### Your instructions
Quote the records in full and leave their pictures out.

### Record excerpts
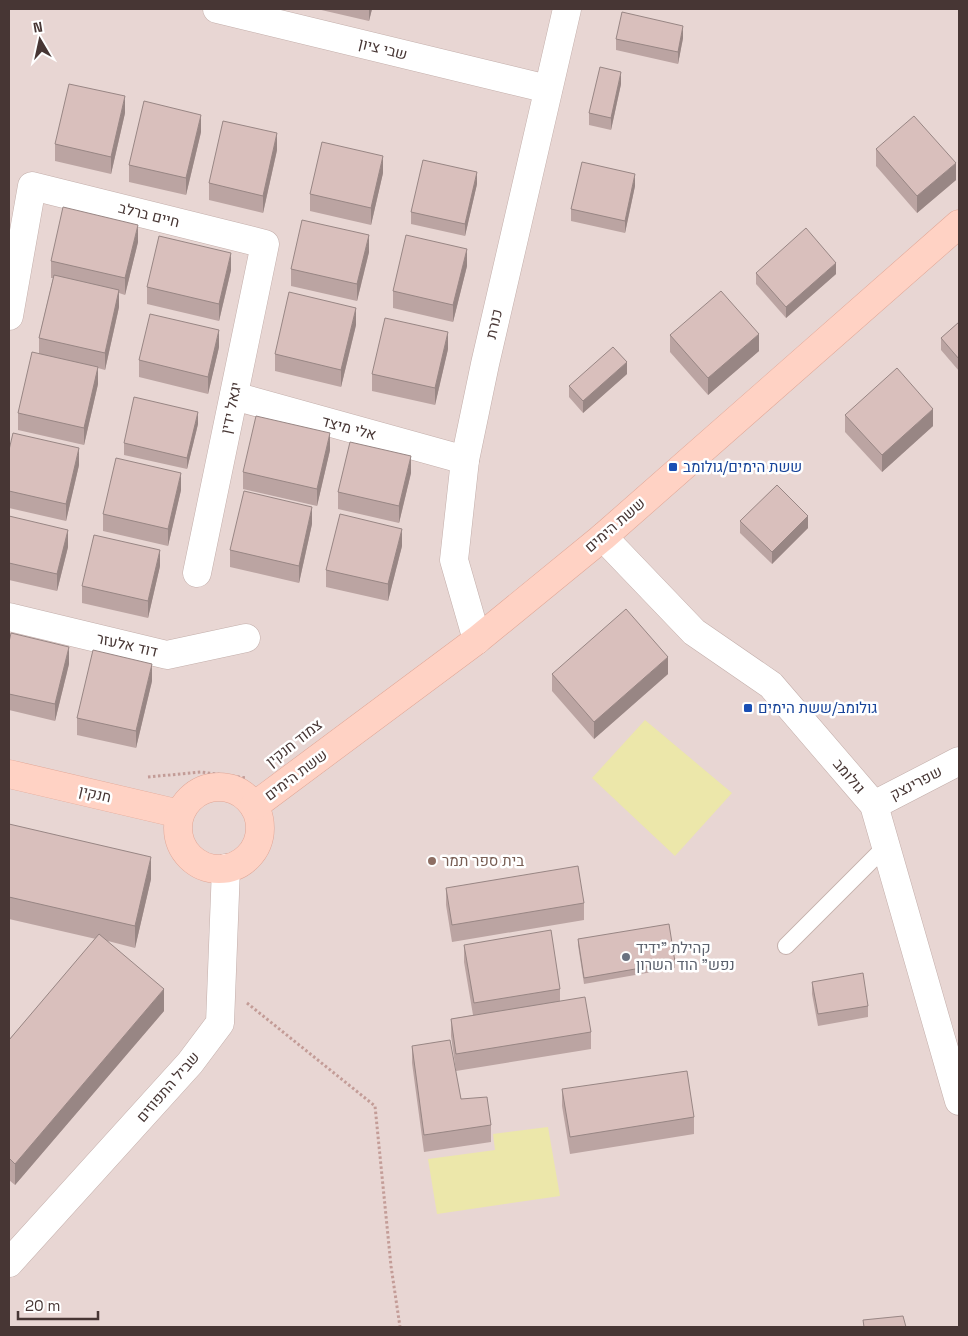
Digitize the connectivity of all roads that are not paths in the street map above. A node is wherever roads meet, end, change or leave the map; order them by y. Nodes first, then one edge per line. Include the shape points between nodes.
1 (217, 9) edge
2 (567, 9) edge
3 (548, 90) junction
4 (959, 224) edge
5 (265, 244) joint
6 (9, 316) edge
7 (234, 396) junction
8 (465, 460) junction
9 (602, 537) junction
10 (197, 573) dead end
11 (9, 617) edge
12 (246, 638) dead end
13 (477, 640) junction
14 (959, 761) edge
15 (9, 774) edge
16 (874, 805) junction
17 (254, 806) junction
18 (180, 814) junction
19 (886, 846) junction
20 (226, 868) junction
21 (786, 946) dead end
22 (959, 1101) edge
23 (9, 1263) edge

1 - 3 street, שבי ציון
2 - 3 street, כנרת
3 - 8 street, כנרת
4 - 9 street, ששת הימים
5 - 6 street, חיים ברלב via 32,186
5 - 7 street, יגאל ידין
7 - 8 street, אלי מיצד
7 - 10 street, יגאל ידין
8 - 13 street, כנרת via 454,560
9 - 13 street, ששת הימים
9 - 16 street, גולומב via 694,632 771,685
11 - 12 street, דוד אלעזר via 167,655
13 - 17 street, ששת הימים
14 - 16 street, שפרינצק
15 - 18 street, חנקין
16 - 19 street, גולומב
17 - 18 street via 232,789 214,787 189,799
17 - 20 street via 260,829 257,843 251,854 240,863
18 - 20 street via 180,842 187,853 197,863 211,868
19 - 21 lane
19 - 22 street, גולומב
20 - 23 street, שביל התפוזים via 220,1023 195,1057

### Task response
Digitize the connectivity of all roads that are not paths in the street map above. A node is wherever roads meet, end, change or leave the map; order them by y. Nodes first, then one edge per line. Include the shape points between nodes.
1 (217, 9) edge
2 (567, 9) edge
3 (548, 90) junction
4 (959, 224) edge
5 (265, 244) joint
6 (9, 316) edge
7 (234, 396) junction
8 (465, 460) junction
9 (602, 537) junction
10 (197, 573) dead end
11 (9, 617) edge
12 (246, 638) dead end
13 (477, 640) junction
14 (959, 761) edge
15 (9, 774) edge
16 (874, 805) junction
17 (254, 806) junction
18 (180, 814) junction
19 (886, 846) junction
20 (226, 868) junction
21 (786, 946) dead end
22 (959, 1101) edge
23 (9, 1263) edge

1 - 3 street, שבי ציון
2 - 3 street, כנרת
3 - 8 street, כנרת
4 - 9 street, ששת הימים
5 - 6 street, חיים ברלב via 32,186
5 - 7 street, יגאל ידין
7 - 8 street, אלי מיצד
7 - 10 street, יגאל ידין
8 - 13 street, כנרת via 454,560
9 - 13 street, ששת הימים
9 - 16 street, גולומב via 694,632 771,685
11 - 12 street, דוד אלעזר via 167,655
13 - 17 street, ששת הימים
14 - 16 street, שפרינצק
15 - 18 street, חנקין
16 - 19 street, גולומב
17 - 18 street via 232,789 214,787 189,799
17 - 20 street via 260,829 257,843 251,854 240,863
18 - 20 street via 180,842 187,853 197,863 211,868
19 - 21 lane
19 - 22 street, גולומב
20 - 23 street, שביל התפוזים via 220,1023 195,1057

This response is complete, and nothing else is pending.